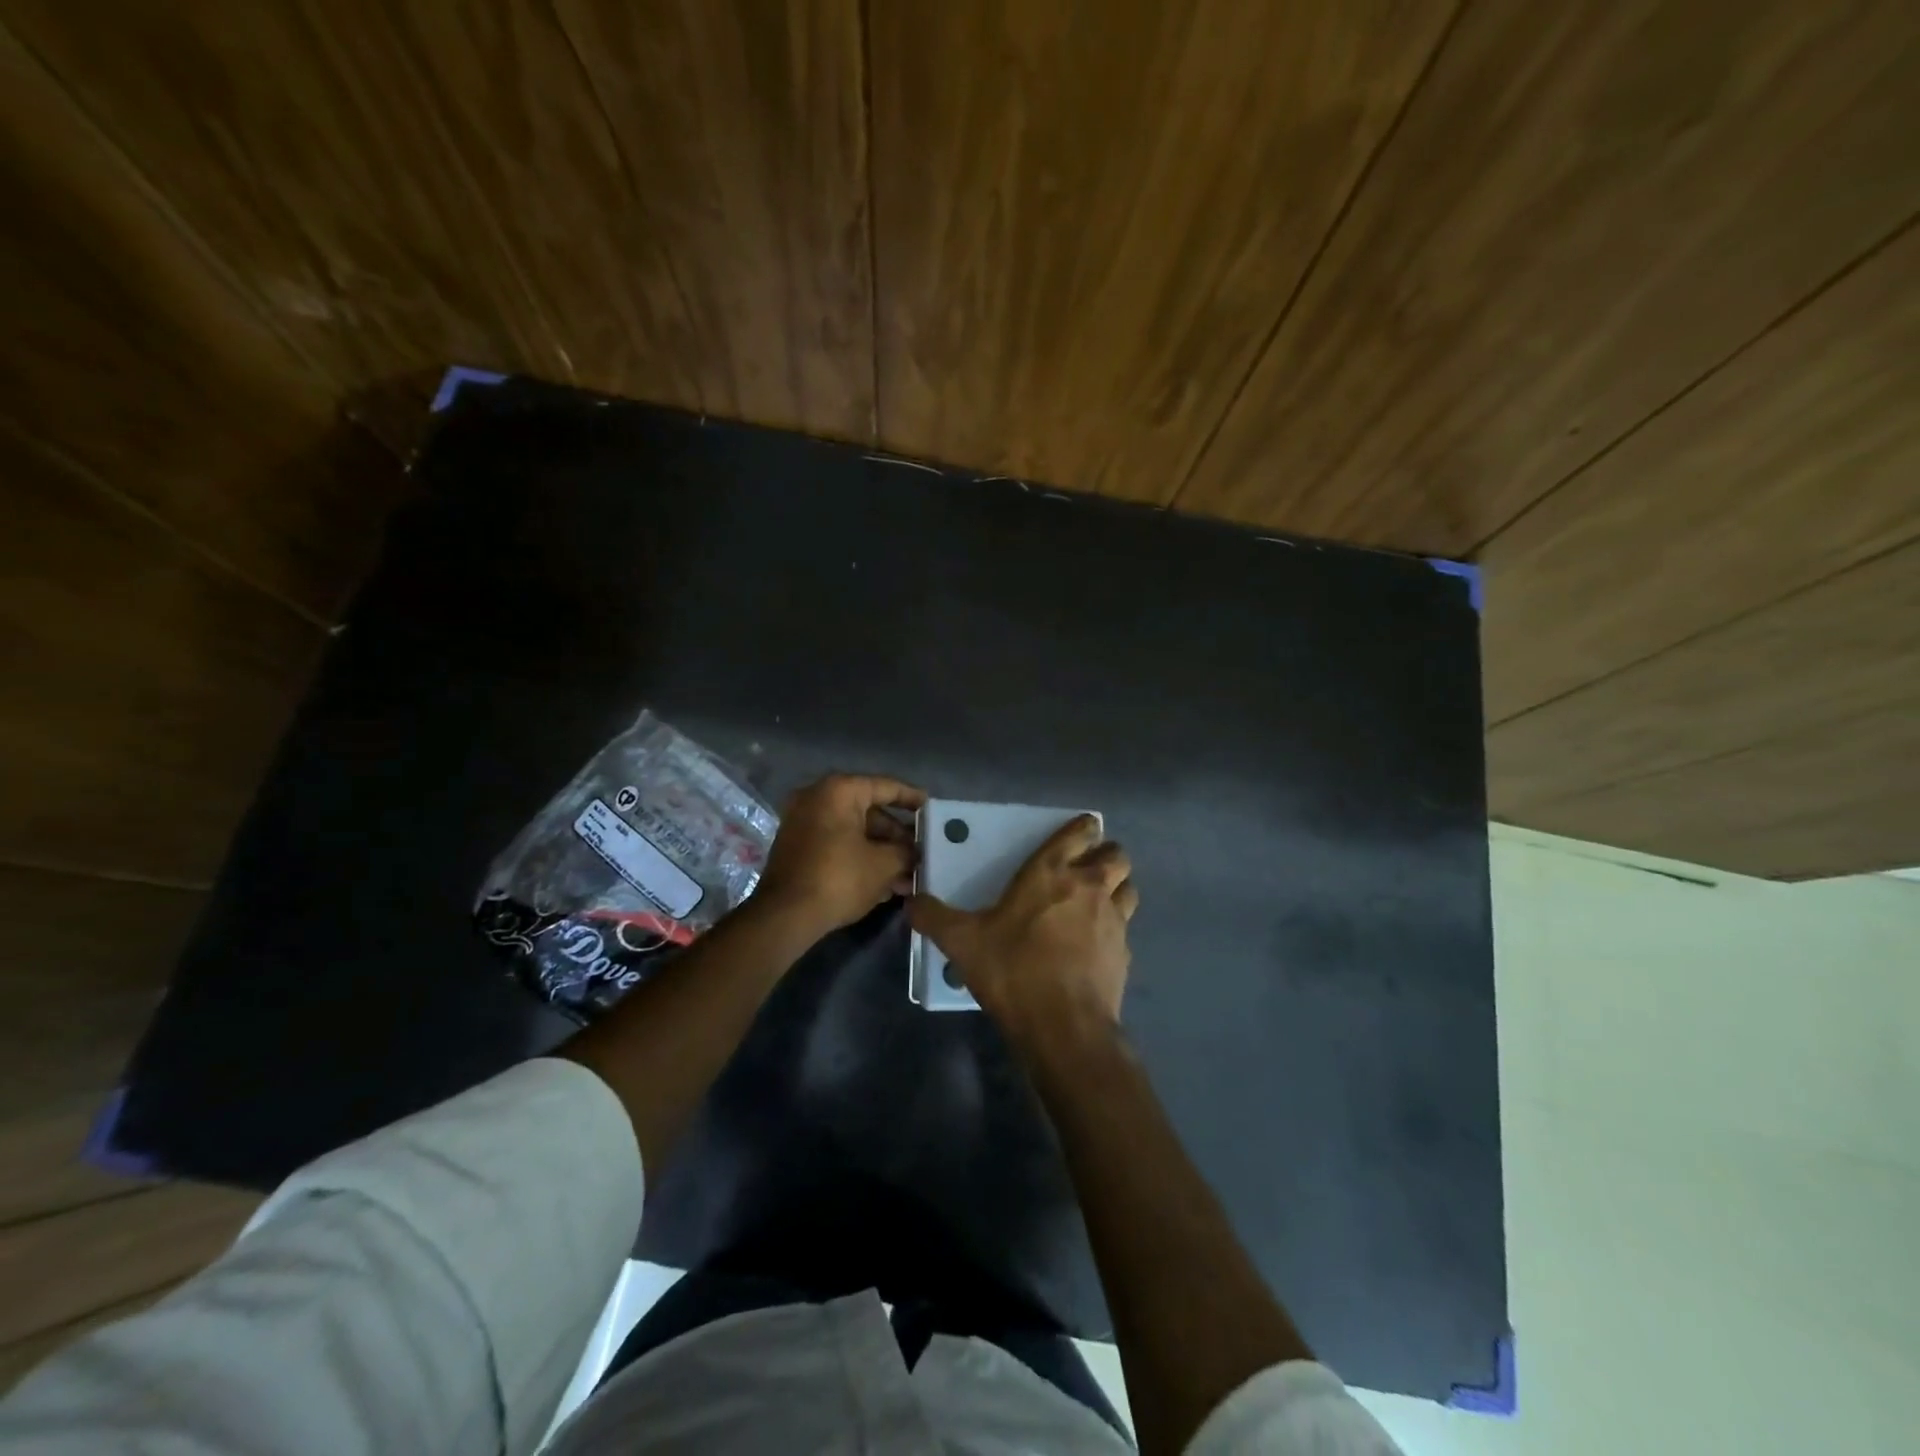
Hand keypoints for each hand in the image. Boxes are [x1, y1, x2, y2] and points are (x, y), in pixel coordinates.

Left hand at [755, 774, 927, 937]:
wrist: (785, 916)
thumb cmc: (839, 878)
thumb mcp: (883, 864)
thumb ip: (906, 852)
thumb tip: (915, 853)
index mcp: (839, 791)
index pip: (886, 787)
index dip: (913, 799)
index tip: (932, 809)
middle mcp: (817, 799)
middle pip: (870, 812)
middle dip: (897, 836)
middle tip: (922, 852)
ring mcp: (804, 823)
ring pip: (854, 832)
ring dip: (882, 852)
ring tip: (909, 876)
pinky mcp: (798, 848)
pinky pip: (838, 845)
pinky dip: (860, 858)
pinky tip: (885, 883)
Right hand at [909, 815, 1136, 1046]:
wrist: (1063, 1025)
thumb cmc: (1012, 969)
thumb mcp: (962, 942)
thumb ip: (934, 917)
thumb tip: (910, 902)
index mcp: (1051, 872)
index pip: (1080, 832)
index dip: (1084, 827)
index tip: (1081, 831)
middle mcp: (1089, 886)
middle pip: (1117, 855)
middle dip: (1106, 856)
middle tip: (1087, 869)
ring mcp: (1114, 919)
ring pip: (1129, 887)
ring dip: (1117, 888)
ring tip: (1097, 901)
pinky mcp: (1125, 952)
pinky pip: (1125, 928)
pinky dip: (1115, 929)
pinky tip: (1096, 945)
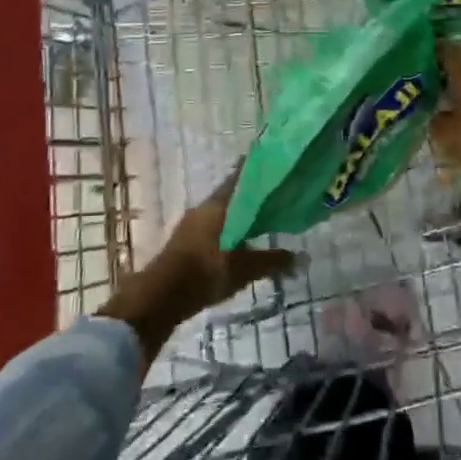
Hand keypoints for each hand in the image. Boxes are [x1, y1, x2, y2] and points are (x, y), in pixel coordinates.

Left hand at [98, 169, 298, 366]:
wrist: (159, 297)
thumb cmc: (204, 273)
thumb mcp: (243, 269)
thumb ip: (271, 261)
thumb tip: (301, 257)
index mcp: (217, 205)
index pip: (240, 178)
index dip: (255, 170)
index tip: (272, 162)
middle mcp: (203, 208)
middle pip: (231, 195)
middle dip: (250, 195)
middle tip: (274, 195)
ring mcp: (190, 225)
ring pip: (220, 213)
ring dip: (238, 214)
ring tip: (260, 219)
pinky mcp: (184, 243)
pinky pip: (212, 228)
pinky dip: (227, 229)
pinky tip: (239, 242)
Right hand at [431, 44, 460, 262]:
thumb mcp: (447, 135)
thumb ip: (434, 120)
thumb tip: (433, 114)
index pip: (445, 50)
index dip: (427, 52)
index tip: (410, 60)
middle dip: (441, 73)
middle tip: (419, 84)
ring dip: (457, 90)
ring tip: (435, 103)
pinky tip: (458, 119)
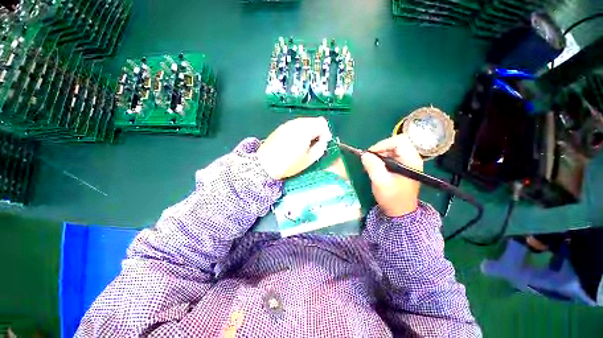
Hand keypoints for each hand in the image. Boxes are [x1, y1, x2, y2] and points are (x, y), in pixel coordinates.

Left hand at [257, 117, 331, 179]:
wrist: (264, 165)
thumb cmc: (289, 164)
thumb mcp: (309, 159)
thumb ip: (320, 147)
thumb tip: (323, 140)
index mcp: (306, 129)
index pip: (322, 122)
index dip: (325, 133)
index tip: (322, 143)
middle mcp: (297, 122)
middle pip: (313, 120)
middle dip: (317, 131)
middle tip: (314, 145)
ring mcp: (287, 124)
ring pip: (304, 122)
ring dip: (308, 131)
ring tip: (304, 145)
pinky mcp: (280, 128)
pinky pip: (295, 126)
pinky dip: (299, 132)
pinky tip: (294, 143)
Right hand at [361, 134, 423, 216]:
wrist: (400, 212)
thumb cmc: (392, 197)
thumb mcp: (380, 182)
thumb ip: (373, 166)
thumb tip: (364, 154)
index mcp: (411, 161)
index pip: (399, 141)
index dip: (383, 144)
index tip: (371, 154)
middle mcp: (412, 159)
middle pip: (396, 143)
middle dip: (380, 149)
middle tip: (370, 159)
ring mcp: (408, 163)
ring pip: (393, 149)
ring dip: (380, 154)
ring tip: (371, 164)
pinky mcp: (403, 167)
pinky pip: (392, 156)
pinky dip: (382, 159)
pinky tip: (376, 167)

______________________________

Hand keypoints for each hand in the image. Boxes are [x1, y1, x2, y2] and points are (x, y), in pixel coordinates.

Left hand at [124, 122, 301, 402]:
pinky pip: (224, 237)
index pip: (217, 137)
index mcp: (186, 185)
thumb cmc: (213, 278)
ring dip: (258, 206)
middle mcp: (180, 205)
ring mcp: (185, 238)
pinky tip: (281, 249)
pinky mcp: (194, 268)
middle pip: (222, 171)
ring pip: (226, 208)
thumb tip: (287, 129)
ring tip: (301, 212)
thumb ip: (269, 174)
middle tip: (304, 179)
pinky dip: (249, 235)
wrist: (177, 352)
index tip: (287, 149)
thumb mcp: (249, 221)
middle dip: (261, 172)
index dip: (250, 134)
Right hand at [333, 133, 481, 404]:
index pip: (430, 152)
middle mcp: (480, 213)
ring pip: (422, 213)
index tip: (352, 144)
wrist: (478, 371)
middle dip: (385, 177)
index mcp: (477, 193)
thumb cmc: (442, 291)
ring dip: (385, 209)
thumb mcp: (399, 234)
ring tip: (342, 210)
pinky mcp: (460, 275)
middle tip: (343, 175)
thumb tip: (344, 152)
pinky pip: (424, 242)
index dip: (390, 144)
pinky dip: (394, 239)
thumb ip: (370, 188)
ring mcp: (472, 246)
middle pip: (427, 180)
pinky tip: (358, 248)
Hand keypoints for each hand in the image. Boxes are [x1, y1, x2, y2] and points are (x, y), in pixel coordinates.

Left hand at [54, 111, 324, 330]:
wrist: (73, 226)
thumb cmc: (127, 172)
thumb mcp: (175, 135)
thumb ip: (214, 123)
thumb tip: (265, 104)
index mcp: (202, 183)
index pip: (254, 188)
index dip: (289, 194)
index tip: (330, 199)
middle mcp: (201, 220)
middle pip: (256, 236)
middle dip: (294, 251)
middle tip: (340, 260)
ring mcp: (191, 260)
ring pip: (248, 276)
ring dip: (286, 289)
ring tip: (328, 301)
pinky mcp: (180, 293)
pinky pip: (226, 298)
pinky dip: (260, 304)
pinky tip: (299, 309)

______________________________

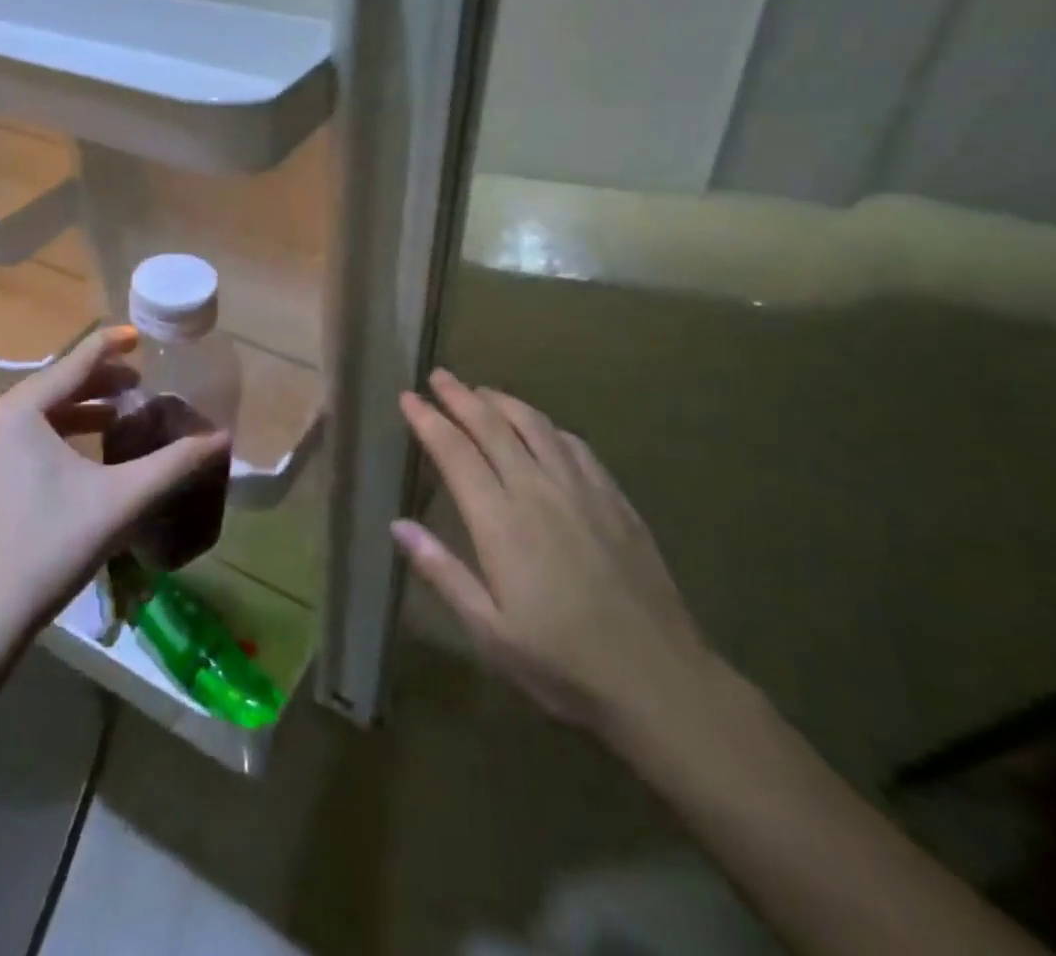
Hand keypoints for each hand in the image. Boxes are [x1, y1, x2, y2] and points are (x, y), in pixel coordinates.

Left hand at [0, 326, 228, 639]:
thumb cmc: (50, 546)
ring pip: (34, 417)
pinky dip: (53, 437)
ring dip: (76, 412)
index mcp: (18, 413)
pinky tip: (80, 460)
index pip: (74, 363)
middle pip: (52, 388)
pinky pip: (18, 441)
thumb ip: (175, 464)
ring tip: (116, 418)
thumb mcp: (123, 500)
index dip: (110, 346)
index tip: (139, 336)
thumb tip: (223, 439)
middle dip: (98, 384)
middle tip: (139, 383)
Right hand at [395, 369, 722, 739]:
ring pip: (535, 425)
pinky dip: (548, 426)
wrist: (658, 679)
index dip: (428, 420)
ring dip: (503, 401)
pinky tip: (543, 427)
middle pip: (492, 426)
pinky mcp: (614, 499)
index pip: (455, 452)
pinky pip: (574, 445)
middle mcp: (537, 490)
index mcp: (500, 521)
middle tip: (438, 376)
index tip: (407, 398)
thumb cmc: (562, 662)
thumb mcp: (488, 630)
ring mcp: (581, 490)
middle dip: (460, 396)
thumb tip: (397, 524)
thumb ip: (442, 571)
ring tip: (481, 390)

______________________________

Everything in the material above from the line that has "ring pip: (248, 276)" through the line that has "pinky tip: (299, 309)" must be duplicated exactly, with no other lines given.

ring pip: (248, 276)
ring dip: (286, 289)
ring tip: (328, 301)
pinky mcp: (180, 293)
pinky pip: (226, 298)
pinky dip: (260, 304)
pinky tip: (299, 309)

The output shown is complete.